"Everybody's
made a big deal about Foyt winning the 500 four times," says Hurtubise.
"Hell, I keep telling A.J. that with the equipment he's had, he should have
won it six times by now. Drives him crazy." Erk, erk, erk.
But down south in
NASCAR country, says Hurtubise, speaking to Carrillo earnestly now, the little
guy still has a ghost of a chance. "With your connections you can get the
parts," Herk says. "I can set up the car, and for $50,000 or so we can
win Daytona, have fun doing it and then make some money on the rest of the
circuit as well."
A day or so later
over dinner, a friend asks Hurtubise a question: "If the Devil came to you
and said, 'Jim, tell you what. Suppose you play the game. Next May you put the
decals on your car and wear a Goodyear hat straight on your head and all the
rest—and on the night of May 28, you'll go to bed the winner of the
Indianapolis 500.' Would you do it?"
Hurtubise plays
with his food for a while, twisting this proposition in his mind. "No,"
he finally says. "I'd tell him to get lost. Because I'm doing what I want
to do and I'm having fun. I've built winning cars, I've qualified fastest, I've
led the race, I've had fame—I've done all that. I tried like hell to win that
race, but I don't care now whether I do or not."
Jim Hurtubise was
born and raised in North Tonawanda, N.Y., an industrial city just outside
Buffalo whose drumbeat name is so hard to forget that many of Herk's casual
friends across the country think he still lives there. His father Ernie ran a
service station and garage, a modest enterprise that came to include Jim, his
younger brother Pete, and his mother—in part so the elder Hurtubise could
satisfy his passion for hunting and fishing by making frequent trips to the
family cabin on the Canadian side of Lake Huron.
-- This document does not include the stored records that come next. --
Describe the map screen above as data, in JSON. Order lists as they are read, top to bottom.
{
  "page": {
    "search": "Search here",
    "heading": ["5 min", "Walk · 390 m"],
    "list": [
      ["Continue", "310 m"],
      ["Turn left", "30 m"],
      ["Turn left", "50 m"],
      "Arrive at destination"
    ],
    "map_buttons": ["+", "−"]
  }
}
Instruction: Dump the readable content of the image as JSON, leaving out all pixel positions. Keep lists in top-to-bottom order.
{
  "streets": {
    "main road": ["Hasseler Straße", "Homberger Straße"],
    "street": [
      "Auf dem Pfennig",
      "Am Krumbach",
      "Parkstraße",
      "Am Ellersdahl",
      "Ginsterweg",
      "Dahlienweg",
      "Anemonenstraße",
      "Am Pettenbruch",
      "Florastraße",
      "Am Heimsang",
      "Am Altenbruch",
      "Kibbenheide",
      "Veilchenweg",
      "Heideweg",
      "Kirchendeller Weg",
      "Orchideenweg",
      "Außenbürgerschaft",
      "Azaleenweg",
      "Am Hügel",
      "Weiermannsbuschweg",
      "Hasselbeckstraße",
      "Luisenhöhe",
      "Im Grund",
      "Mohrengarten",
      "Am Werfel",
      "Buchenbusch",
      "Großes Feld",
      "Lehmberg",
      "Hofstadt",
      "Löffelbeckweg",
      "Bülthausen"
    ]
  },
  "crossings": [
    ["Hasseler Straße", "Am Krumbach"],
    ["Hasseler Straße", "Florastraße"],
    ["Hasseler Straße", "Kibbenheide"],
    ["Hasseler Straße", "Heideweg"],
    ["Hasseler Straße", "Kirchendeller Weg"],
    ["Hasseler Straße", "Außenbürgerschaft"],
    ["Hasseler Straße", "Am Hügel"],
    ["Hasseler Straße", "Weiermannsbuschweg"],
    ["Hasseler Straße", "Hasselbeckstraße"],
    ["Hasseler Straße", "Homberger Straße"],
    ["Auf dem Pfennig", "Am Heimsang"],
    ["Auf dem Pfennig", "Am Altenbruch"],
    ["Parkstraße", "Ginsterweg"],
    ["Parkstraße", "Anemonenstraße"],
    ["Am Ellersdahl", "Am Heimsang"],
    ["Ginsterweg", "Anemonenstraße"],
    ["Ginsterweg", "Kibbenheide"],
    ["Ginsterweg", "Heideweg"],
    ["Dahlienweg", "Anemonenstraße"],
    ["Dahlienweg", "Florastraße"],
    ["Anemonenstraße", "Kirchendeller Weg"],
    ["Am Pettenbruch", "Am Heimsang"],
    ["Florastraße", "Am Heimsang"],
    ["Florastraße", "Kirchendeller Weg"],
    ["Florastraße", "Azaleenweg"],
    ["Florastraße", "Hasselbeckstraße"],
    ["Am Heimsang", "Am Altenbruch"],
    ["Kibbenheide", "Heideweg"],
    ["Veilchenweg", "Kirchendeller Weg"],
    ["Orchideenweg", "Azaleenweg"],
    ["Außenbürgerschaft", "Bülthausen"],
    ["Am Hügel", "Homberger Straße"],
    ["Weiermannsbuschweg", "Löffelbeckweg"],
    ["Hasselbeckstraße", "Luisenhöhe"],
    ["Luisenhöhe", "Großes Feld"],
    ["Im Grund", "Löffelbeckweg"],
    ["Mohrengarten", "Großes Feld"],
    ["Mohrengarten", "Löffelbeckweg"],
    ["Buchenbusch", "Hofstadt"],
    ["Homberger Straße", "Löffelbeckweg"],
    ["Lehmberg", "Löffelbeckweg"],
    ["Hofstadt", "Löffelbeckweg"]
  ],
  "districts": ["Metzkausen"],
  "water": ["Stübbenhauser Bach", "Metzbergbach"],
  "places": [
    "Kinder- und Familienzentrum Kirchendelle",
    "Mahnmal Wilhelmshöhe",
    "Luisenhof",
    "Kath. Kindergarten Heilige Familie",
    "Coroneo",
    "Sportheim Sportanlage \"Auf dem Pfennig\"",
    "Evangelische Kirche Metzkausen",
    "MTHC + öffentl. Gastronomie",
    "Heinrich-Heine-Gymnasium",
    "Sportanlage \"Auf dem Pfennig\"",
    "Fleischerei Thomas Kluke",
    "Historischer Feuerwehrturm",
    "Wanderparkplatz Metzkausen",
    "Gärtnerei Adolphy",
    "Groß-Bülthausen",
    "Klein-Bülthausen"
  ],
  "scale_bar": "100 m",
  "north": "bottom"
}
In time Pete became a
mechanic; in 1951 Jim joined the Coast Guard and became a race driver.
Jim is not
precisely sure how it happened, but he liked to tinker with things and had a
lot of free time when he wasn't pulling duty aboard the Nemesis, a rescue ship
based in St. Petersburg, Fla. Before long he built himself a modified stock
car—a jalopy—and began racing it. After several years of banging around East
Coast tracks, in 1956 Hurtubise left for California. He quickly became a
mainstay of the United States Auto Club sprint-car circuit, and of the
California Racing Association sprint-car circuit as well. In both arenas he and
another brash upstart by the name of Parnelli Jones conducted a series of
ding-dong battles that brought to both drivers great acclaim and not a little
notoriety.
By 1959 Hurtubise
was also racing the devious sprint cars in the Midwest, as well as midgets and
anything else he could get his hands on, zeroing in on the big show, the 500.
His break came late that year when he was offered a ride in the Travelon
Trailer car after the regular driver, Johnny Thompson, was seriously injured in
a crash. In only his second start in an Indy car, Hurtubise won a race at
Sacramento, which should have meant automatic entry into the Brickyard.
It didn't.
Hurtubise's belligerent style of driving may have been a hit in the
hinterlands, but all it did in Indianapolis was put the conservative rulers of
USAC and the Speedway on their guard. They were reluctant even to allow
Hurtubise through their hallowed gates—until fellow driver Jud Larson pointed
out to USAC Competition Director Henry Banks that "Johnny Thompson ain't in
the hospital because he's got the mumps."
Hurtubise passed
his rookie test on May 13, 1960—a Friday—made his fabulous qualifying run nine
days later and in his first 500 lasted 185 laps before retiring with a broken
connecting rod. In 1961 Hurtubise qualified on the outside of the first row and
led the race for 35 laps before falling out with a burned piston. Just before
his qualifying run in 1962, Herk brashly announced, "I'm either gonna put
it on the front row or hang it on the wall." He hung it on the wall, but
later made the field in the next to last row and completed the 500 miles for
the first, and only, time.
In 1963 Hurtubise
drove one of the awesome, beloved and jinxed Novis. In one of these 700-hp
supercharged monsters, which had often led the race but rarely run for the full
200 laps because of their mechanical intricacy, Herk qualified second fastest
and led the first lap at a record pace, but the car lasted barely half the
race. The following year he brought a roadster of his own creation to the
Speedway, was ahead of Eddie Sachs and Dave MacDonald when their cars turned
Indy's fourth turn into a gigantic funeral pyre on the first lap, and ran among
the leaders until an oil leak retired him after 141 laps. One week later he
towed his car to Milwaukee for the 100-miler that traditionally follows
Indy.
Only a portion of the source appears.